== Provided records ==

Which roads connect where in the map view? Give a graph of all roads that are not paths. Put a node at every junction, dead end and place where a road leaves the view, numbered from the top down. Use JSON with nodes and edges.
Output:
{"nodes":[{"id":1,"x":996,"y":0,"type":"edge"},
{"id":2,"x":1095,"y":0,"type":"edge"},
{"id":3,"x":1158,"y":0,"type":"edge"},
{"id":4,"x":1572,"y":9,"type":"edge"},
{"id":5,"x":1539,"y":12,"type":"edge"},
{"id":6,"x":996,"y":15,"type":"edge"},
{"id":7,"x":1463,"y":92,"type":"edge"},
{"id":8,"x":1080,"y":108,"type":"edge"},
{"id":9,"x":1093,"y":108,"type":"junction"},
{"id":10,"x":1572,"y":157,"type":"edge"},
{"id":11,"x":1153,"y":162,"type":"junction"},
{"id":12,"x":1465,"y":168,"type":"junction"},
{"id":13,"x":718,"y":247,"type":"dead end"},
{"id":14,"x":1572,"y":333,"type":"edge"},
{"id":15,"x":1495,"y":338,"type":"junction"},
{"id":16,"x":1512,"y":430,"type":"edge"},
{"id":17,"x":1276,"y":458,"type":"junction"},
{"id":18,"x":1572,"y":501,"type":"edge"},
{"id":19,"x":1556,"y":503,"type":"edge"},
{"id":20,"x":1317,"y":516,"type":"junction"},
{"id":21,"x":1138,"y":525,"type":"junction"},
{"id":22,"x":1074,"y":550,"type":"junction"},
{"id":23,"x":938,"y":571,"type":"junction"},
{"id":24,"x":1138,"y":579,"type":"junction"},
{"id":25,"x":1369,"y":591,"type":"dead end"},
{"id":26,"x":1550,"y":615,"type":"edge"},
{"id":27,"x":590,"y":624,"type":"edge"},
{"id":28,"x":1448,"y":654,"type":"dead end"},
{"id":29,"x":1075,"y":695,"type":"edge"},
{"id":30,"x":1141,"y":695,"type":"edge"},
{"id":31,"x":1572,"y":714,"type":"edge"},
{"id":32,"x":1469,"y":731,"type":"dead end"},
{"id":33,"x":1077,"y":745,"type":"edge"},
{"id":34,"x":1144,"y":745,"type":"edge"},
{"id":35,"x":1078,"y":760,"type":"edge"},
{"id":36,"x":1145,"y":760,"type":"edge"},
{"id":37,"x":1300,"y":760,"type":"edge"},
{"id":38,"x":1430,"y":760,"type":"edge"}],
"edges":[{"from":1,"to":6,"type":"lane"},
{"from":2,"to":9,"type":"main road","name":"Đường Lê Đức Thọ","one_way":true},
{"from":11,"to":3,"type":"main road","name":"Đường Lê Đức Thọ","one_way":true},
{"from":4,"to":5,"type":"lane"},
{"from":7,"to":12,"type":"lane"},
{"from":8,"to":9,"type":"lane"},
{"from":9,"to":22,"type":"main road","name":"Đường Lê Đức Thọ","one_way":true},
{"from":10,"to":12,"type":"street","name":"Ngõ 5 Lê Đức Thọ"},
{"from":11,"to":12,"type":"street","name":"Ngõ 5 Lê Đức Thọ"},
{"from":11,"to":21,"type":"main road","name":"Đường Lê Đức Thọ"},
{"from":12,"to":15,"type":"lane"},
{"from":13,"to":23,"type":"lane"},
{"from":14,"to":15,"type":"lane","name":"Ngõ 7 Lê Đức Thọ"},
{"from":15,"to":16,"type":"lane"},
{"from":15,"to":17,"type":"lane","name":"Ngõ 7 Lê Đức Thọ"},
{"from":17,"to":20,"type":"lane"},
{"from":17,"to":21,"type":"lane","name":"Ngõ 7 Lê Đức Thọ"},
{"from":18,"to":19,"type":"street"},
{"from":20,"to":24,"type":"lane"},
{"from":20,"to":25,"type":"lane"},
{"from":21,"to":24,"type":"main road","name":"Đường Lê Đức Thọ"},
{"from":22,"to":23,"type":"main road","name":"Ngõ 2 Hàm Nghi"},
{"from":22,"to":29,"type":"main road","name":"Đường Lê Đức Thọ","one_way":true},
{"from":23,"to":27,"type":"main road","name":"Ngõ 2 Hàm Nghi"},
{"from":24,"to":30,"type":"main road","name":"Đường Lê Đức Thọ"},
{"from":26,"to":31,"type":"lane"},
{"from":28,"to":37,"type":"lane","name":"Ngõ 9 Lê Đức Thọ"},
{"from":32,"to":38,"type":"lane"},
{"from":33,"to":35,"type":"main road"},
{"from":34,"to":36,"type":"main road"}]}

===

• _The task_
For the word "street", report how many lines of the records contain it; respond with the number only.

• _Answer_
3